*** Opening of Input records ***
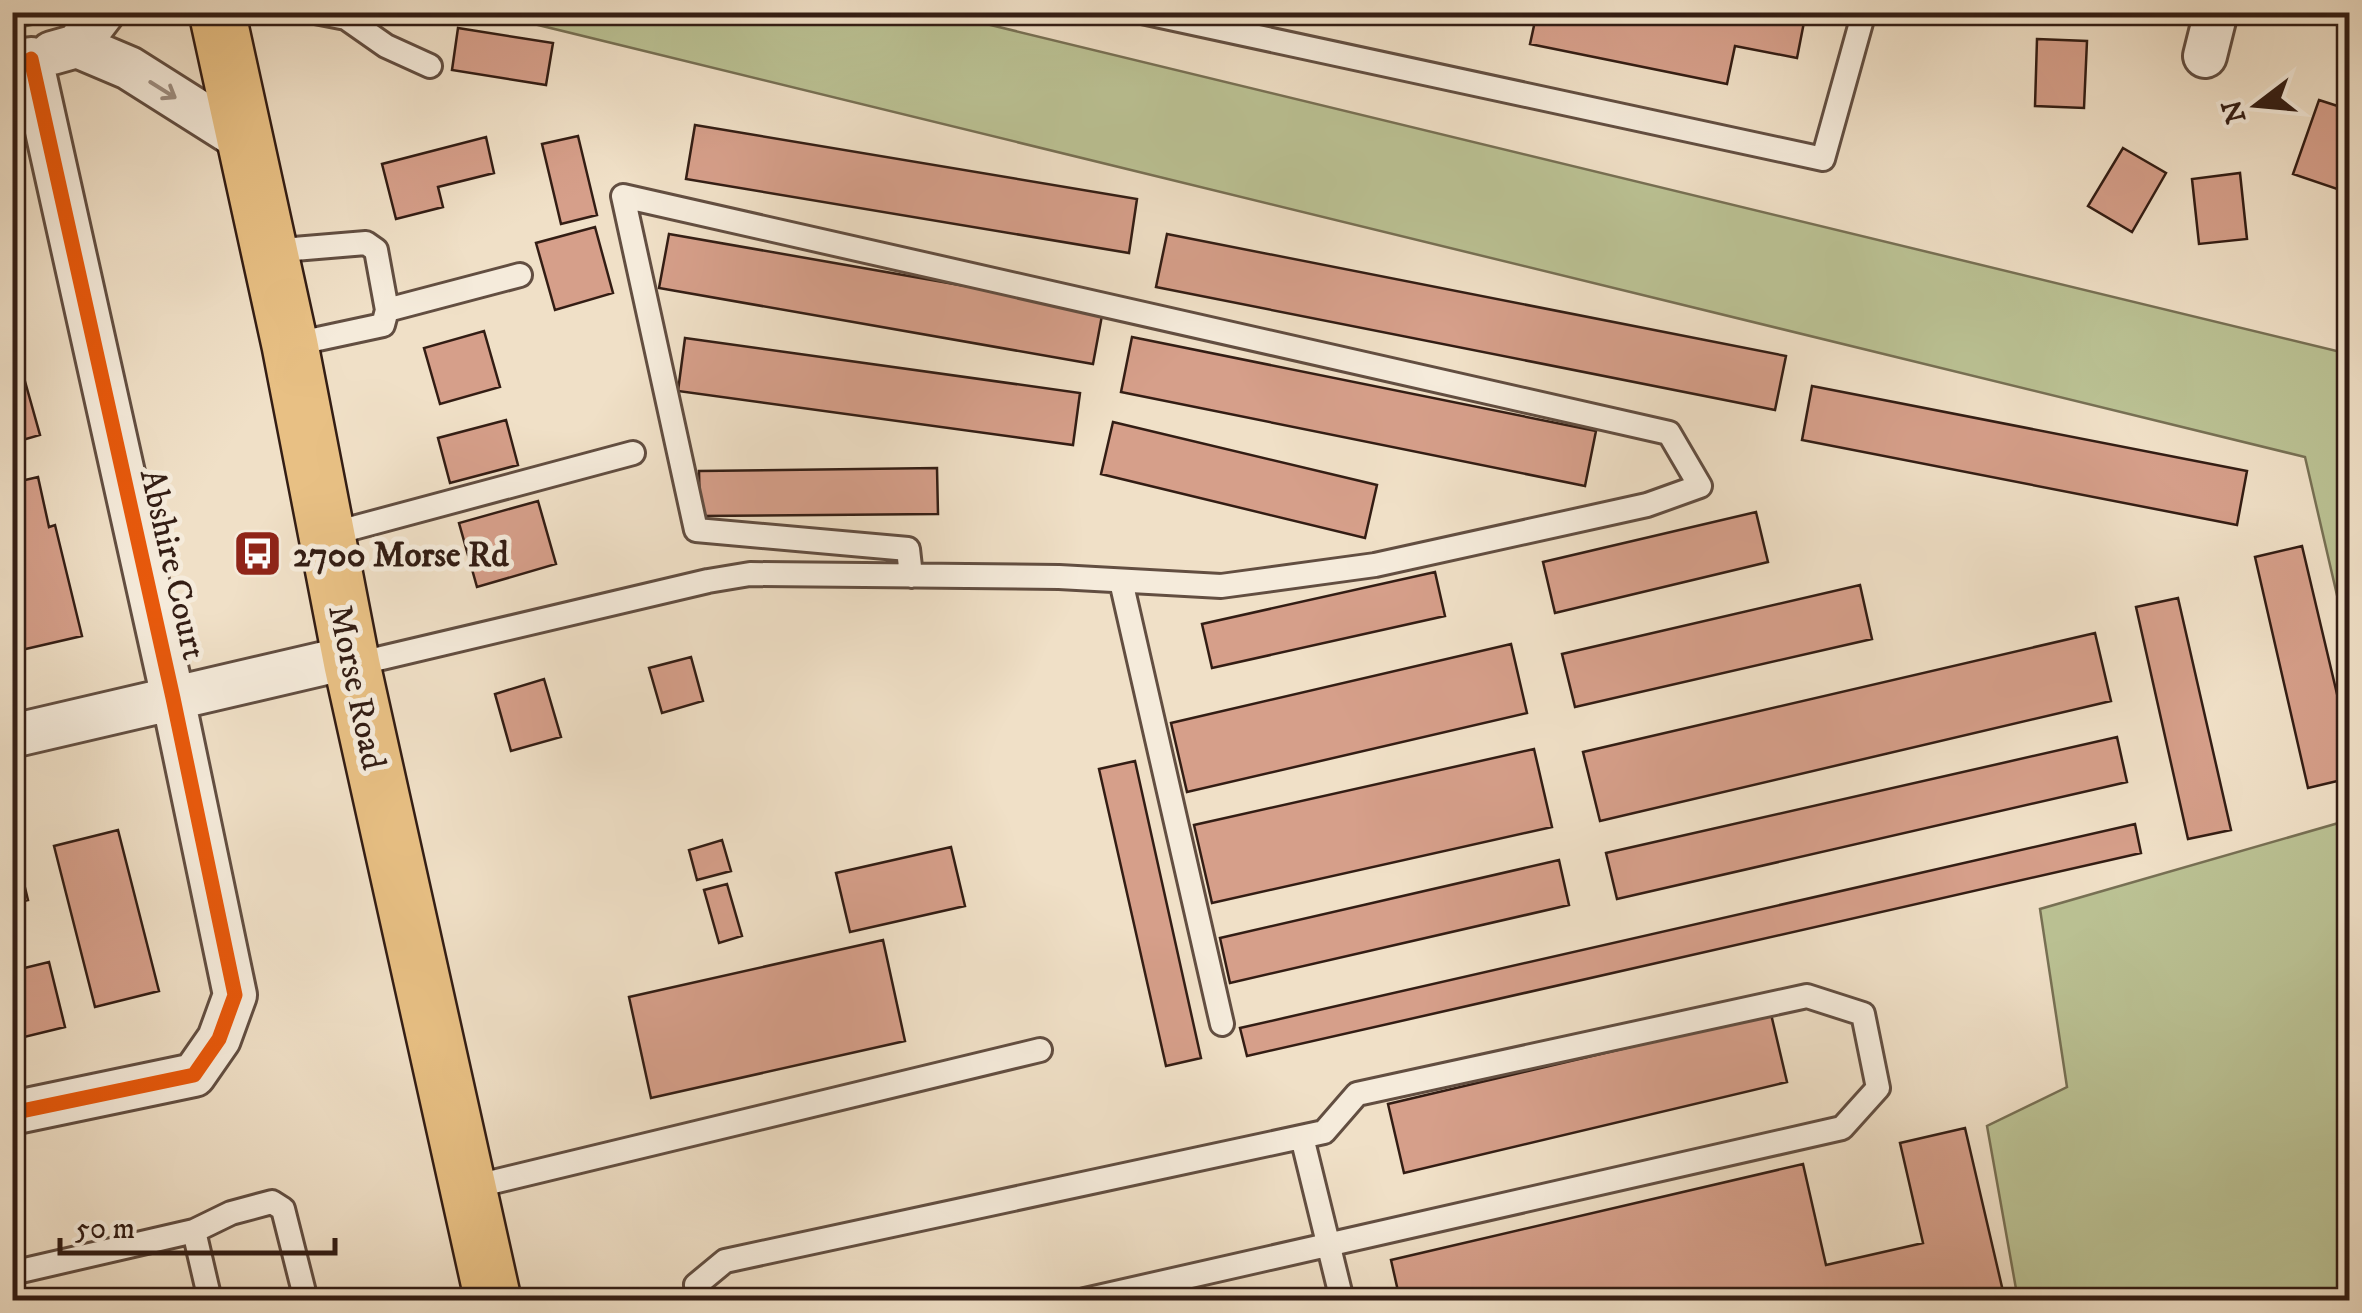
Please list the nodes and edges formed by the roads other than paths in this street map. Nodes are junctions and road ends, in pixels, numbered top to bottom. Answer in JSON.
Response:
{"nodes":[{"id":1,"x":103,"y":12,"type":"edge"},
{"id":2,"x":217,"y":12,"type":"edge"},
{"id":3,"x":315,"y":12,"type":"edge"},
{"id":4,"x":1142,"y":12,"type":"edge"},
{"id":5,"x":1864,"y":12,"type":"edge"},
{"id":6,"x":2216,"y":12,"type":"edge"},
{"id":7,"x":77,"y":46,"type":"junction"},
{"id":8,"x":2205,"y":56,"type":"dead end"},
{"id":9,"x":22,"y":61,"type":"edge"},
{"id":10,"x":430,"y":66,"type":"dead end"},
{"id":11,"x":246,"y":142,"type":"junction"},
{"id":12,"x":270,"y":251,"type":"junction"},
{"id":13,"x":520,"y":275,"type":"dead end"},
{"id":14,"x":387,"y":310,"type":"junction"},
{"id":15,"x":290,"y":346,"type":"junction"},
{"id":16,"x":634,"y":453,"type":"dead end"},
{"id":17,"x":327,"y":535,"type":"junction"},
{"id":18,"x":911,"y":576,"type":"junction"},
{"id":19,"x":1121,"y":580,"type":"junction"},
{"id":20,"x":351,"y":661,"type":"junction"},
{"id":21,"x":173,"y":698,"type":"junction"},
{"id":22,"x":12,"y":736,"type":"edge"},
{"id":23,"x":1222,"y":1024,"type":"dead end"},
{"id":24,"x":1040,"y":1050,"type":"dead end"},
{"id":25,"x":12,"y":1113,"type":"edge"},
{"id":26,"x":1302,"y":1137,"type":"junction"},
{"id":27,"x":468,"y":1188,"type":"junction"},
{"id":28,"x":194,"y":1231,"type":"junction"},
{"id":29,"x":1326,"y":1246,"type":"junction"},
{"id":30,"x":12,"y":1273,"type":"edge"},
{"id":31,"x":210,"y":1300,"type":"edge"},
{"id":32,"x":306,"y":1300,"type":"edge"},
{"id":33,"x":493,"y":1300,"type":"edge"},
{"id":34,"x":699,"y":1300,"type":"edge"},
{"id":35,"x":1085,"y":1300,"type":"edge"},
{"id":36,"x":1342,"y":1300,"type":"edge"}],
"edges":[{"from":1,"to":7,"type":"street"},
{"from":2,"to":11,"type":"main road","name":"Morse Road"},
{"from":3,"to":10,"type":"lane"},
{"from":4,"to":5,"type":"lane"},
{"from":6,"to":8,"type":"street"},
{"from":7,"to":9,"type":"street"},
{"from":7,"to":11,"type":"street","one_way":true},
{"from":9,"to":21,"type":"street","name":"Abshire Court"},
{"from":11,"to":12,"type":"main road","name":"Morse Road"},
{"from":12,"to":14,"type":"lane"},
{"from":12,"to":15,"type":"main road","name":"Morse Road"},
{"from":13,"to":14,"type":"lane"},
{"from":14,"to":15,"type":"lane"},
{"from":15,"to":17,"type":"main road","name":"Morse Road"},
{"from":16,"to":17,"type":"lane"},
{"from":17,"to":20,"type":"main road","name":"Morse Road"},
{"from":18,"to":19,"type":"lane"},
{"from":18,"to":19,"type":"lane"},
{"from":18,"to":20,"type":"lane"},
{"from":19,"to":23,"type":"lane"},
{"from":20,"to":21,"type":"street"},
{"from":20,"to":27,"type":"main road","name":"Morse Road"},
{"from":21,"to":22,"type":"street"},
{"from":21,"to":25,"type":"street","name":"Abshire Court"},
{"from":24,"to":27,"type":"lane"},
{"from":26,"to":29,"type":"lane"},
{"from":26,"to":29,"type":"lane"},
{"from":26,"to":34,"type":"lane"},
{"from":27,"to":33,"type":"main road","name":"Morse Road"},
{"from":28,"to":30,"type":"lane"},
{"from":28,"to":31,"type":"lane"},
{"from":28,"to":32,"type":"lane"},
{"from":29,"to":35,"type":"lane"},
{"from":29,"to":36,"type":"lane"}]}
*** Close of Input records ***
*** Opening of Input records ***
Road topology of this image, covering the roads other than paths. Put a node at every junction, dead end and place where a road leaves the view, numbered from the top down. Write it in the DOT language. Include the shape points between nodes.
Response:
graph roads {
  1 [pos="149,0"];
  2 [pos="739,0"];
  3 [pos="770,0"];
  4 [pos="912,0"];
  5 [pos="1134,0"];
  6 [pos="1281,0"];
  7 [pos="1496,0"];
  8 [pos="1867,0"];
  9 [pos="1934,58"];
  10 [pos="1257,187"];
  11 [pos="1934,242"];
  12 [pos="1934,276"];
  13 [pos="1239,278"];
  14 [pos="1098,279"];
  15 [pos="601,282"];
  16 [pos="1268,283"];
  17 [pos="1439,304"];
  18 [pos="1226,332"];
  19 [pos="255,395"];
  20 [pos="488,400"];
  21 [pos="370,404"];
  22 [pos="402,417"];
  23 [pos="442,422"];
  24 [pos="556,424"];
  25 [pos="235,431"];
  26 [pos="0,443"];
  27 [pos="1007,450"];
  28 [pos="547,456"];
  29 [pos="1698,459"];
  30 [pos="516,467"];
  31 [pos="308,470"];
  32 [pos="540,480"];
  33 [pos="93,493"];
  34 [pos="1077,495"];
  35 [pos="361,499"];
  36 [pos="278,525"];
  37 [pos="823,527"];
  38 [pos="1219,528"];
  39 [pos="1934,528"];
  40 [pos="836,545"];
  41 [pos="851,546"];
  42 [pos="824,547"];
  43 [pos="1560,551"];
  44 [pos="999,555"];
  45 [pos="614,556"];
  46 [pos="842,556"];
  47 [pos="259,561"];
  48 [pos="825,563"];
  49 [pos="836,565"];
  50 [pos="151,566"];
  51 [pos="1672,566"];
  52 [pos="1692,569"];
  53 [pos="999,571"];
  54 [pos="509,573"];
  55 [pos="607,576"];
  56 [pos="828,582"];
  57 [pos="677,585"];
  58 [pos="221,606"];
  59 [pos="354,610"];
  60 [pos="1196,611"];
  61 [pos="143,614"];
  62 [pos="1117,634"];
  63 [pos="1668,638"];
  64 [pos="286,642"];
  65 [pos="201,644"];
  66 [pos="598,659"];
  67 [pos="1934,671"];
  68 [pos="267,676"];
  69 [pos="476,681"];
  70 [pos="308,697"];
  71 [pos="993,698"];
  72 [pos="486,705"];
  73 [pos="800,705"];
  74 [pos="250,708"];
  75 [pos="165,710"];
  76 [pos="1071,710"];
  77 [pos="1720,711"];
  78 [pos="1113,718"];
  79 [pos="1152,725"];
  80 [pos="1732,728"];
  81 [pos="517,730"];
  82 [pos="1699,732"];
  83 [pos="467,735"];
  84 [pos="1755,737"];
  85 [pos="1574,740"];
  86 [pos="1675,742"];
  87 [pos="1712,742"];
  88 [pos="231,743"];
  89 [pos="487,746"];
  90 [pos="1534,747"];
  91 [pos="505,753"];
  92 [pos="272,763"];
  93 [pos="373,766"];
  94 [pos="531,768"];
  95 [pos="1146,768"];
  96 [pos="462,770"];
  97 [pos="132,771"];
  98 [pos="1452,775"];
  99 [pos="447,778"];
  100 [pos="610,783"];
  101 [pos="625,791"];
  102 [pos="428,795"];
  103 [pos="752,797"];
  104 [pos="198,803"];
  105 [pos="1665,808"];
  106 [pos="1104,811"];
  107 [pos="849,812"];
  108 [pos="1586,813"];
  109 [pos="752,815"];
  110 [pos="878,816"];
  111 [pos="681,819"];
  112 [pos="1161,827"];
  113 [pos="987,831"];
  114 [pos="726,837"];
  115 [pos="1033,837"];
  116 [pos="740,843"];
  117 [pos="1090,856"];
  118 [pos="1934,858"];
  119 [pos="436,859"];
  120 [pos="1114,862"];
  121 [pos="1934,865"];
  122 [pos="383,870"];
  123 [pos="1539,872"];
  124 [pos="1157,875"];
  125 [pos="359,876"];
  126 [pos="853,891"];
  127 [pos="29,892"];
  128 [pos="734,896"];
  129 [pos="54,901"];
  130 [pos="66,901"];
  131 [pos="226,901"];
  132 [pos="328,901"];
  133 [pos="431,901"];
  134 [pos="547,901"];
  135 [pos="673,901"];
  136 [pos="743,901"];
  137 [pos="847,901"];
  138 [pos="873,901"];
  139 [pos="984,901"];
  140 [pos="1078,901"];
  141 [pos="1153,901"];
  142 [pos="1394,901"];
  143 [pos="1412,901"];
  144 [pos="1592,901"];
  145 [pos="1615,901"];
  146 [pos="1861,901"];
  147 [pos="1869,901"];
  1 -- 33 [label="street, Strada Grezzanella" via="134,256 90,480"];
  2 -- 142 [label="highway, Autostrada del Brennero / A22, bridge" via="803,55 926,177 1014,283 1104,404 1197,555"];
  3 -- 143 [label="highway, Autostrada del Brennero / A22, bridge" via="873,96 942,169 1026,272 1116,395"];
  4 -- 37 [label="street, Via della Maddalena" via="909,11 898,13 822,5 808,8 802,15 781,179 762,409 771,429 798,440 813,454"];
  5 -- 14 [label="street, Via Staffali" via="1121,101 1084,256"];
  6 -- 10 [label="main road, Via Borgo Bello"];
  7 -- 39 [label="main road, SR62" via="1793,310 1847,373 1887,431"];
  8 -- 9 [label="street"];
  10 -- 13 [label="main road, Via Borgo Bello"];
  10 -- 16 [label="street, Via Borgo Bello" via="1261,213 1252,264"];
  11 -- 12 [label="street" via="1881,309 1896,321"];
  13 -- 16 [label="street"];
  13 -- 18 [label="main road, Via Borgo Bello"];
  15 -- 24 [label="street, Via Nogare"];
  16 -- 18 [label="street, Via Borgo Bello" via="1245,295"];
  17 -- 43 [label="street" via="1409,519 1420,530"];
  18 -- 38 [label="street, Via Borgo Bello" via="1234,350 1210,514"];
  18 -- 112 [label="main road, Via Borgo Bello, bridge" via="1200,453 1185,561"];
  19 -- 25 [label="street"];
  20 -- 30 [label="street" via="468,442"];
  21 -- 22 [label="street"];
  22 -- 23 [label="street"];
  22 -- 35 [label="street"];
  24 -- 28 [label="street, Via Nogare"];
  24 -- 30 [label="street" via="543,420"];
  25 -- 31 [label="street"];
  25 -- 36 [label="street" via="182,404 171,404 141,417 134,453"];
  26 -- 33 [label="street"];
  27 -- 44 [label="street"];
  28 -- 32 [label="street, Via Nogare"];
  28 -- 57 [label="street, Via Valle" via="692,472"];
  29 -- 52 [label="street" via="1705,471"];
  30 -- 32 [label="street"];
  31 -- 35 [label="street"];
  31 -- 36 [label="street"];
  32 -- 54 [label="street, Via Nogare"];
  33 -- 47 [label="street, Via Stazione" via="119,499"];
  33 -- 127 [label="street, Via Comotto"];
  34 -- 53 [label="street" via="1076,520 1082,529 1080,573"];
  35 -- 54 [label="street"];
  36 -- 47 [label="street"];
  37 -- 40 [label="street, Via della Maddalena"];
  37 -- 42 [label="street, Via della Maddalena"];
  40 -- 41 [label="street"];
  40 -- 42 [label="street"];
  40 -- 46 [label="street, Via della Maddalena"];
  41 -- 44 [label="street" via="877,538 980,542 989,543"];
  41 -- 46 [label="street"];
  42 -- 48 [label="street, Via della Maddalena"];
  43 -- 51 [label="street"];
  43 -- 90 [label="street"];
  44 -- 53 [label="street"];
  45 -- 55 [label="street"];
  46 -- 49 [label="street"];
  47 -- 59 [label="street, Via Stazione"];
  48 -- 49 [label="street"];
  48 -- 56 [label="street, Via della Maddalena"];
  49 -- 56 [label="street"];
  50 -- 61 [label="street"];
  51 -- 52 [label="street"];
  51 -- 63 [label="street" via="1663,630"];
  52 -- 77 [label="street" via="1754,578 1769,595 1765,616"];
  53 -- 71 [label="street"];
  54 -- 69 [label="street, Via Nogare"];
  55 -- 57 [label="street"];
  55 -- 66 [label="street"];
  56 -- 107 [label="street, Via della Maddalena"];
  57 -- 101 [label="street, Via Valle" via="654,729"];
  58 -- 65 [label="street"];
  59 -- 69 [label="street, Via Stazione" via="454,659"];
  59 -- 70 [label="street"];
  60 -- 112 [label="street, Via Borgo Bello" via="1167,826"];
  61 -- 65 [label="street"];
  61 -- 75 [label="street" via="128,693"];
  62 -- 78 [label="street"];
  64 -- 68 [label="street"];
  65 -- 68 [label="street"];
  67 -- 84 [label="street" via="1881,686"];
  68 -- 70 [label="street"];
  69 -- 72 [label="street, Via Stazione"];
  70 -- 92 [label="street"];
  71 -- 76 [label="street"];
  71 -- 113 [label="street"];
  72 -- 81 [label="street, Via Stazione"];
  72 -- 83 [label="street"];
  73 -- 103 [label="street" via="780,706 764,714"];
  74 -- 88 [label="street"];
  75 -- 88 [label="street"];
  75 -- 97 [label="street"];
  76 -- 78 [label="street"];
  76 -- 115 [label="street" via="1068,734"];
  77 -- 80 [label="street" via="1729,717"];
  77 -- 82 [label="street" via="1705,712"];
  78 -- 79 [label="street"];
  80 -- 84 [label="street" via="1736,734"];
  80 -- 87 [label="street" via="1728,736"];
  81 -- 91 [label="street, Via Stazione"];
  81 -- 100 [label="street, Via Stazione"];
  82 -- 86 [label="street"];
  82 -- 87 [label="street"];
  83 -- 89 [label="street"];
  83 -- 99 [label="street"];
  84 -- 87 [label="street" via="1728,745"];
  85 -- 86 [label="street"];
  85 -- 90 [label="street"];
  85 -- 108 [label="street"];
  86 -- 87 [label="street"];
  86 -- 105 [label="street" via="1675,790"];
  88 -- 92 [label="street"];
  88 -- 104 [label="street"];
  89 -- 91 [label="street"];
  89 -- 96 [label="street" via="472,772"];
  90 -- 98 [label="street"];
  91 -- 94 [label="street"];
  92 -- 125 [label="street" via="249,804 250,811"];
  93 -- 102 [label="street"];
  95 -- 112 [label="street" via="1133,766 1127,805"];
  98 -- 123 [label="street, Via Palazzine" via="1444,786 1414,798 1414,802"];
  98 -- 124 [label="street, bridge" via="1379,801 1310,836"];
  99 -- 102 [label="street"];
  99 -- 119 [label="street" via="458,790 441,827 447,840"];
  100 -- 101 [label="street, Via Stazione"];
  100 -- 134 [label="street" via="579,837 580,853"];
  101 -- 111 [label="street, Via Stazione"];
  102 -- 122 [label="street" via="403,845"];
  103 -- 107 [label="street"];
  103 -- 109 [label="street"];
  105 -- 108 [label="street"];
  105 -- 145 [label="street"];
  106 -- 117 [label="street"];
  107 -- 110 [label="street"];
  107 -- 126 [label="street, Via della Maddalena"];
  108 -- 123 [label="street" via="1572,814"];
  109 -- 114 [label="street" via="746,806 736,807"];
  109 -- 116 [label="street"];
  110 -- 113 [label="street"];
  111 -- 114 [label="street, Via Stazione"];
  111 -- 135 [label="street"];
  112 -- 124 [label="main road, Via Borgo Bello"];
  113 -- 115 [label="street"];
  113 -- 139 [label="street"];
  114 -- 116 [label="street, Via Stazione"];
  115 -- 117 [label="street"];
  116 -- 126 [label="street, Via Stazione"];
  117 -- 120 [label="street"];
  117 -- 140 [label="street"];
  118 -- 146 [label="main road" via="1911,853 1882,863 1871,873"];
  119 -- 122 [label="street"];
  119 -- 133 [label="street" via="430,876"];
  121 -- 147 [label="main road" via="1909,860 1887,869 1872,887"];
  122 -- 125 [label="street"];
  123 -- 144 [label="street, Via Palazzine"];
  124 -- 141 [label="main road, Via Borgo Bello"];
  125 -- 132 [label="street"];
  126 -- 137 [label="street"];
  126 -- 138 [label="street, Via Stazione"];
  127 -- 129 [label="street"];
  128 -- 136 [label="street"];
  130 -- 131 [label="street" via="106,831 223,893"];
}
*** Close of Input records ***
*** Opening of Input records ***
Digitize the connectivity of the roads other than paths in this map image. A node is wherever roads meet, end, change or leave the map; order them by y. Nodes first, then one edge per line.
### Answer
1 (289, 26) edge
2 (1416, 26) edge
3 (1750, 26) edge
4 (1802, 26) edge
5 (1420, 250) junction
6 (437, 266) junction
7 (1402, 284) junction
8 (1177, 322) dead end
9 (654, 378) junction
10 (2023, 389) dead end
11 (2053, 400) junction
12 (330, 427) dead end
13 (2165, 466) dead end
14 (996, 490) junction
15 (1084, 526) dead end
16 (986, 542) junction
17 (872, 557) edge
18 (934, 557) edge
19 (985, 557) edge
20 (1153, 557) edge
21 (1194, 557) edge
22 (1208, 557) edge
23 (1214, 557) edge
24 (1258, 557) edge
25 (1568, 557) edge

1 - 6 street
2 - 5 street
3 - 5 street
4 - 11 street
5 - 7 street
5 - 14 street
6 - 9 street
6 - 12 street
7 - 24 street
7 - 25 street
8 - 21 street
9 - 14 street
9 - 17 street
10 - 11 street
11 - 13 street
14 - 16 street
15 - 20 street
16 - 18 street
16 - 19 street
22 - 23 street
*** Close of Input records ***
The lines you need are those with the word "than"; list them from the entries.

Please list the nodes and edges formed by the roads other than paths in this street map. Nodes are junctions and road ends, in pixels, numbered top to bottom. Answer in JSON.
Road topology of this image, covering the roads other than paths. Put a node at every junction, dead end and place where a road leaves the view, numbered from the top down. Write it in the DOT language. Include the shape points between nodes.
Digitize the connectivity of the roads other than paths in this map image. A node is wherever roads meet, end, change or leave the map; order them by y. Nodes first, then one edge per line.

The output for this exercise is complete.